Javascript / TensorFlow JS, current release: 1.0.0 build 2022-07-20
JS AI Body Tracker (tracker.js)
is a javascript library that implements machine learning-based models for human pose estimation and human movement analysis. Library is written in javascript, it doesn't require node.js. It supports 3 different models for detecting the human pose on the video: MoveNet
, PoseNet
and BlazePose
. Library offers real-time video analysis from three different video sources: web/smartphone camera, video files (mp4, mkv, avi, webm) and online streaming (IPTV/m3u8).
- easy to implement in your own JS application
- works in real-time directly in browser
- works with multiple video sources: web camera, video files (mp4, mkv, avi, webm), online stream (IPTV/m3u8)
- 3 different neural network models:
MoveNet
,PoseNet
,BlazePose
- real-time 3D mapping (BlazePose)
- can be easily extended with events / hooks
- only one file, for direct import in your own application, no node.js required
- uses
TensorFlow JS
,ScatterGL
andvideoJS
libraries
Real-time human pose estimation on MP4 video:
Real-time human pose estimation on IPTV/m3u8 online stream:
A demo of a real-time working sample application using the library is here:
There are 3 input video sources available in the demo application: webcamera, video file and IPTV/m3u8 stream.

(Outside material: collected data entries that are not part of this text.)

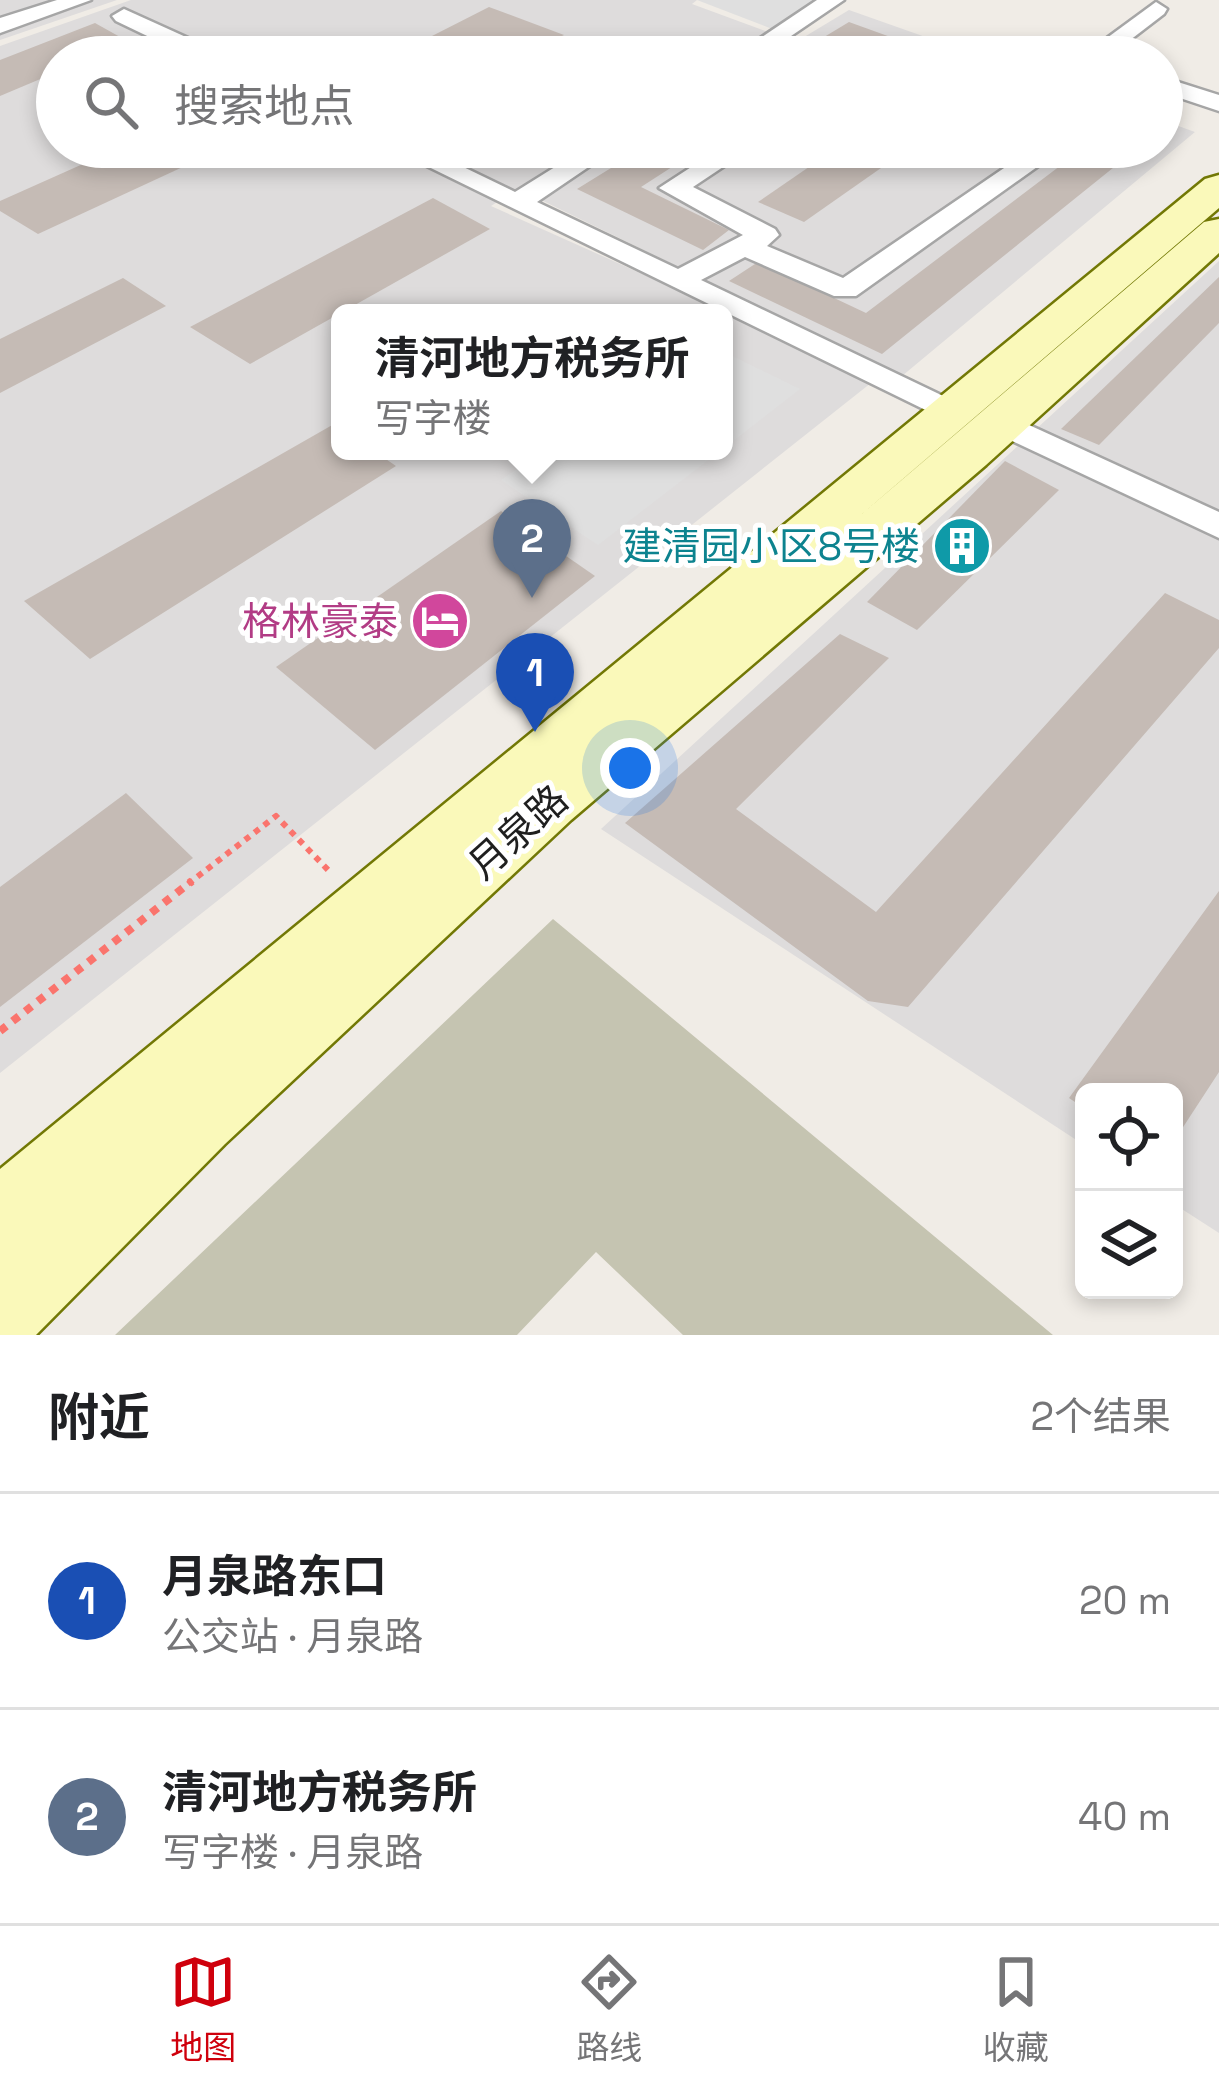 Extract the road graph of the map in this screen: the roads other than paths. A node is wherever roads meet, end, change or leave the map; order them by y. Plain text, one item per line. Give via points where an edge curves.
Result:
1 (80, 0) edge
2 (833, 0) edge
3 (1156, 9) dead end
4 (124, 16) dead end
5 (0, 26) edge
6 (166, 36) edge
7 (777, 36) edge
8 (1121, 36) edge
9 (1183, 92) edge
10 (1219, 103) edge
11 (446, 168) edge
12 (571, 168) edge
13 (706, 168) edge
14 (1022, 168) edge
15 (1219, 187) edge
16 (518, 202) junction
17 (1219, 231) edge
18 (748, 248) junction
19 (681, 279) junction
20 (976, 418) junction
21 (1219, 526) edge
22 (0, 1220) edge
23 (0, 1314) edge

1 - 5 street
2 - 7 street
3 - 8 street
4 - 6 street
9 - 10 street
11 - 16 street
12 - 16 street
13 - 18 street via 673,188 766,235
14 - 18 street via 845,290
15 - 20 main road, 月泉路
16 - 19 street
17 - 20 main road, 月泉路
18 - 19 street
19 - 20 street
20 - 21 street
20 - 22 main road, 月泉路 via 364,907
20 - 23 main road, 月泉路 via 199,1119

The entire process of image analysis takes place in real-time.
// javascript
tracker.setModel('MoveNetSinglePoseLightning'); // define model to use
tracker.elCanvas = '#canvas'; // define HTML canvas container
tracker.elVideo = '#video'; // define HTML video container
tracker.el3D = '#view_3d'; // define HTML container for 3D view
tracker.run('camera'); // run
The repository includes a sample application illustrating the operation and use of the library.
First, you need to define two HTML elements: video and canvas:
<canvas id="canvas" width="500" height="500"></canvas>
<video id="video" width="500" height="500">
<source src="">
</video>
Then you need to import the library and configure it:
<script src="./js/tracker.js"></script>
<script>
tracker.setModel('MoveNetSinglePoseLightning');
tracker.elCanvas = '#canvas';
tracker.elVideo = '#video';
tracker.run('camera');
</script>
1) VIDEO INPUT: webcam / smartphone camera
<!DOCTYPE html>
<html>
<head>
</head>
<body>
<div class="container">
<canvas id="canvas" width="500" height="500"></canvas>
<video id="video" width="500" height="500" style="display:none">
<source src="">
</video>
</div>
<!-- Load Tensor Flow -->
<script src="https://cdn.jsdelivr.net/npm/@tensorflow/tfjs-core"></script>
<script src="https://cdn.jsdelivr.net/npm/@tensorflow/tfjs-converter"></script>
<script src="https://cdn.jsdelivr.net/npm/@tensorflow/tfjs-backend-webgl"></script>
<script src="https://cdn.jsdelivr.net/npm/@tensorflow-models/pose-detection"></script>
<!-- Load three.js -->
<script src="https://cdnjs.cloudflare.com/ajax/libs/three.js/r134/three.min.js"></script>
<!-- Load scatter-gl.js -->
<script src="https://cdn.jsdelivr.net/npm/scatter-gl@0.0.13/lib/scatter-gl.min.js"></script>
<!-- Load tracker.js -->
<script src="./js/tracker.js"></script>
<script>
tracker.setModel('MoveNetSinglePoseLightning');
tracker.elCanvas = '#canvas';
tracker.elVideo = '#video';
tracker.run('camera');
</script>
</body>
</html>
The above code activates the camera and initializes the model detecting the human pose, and then displays the points detected on the video from camera on the canvas element in real-time, superimposing them on the input from webcamera.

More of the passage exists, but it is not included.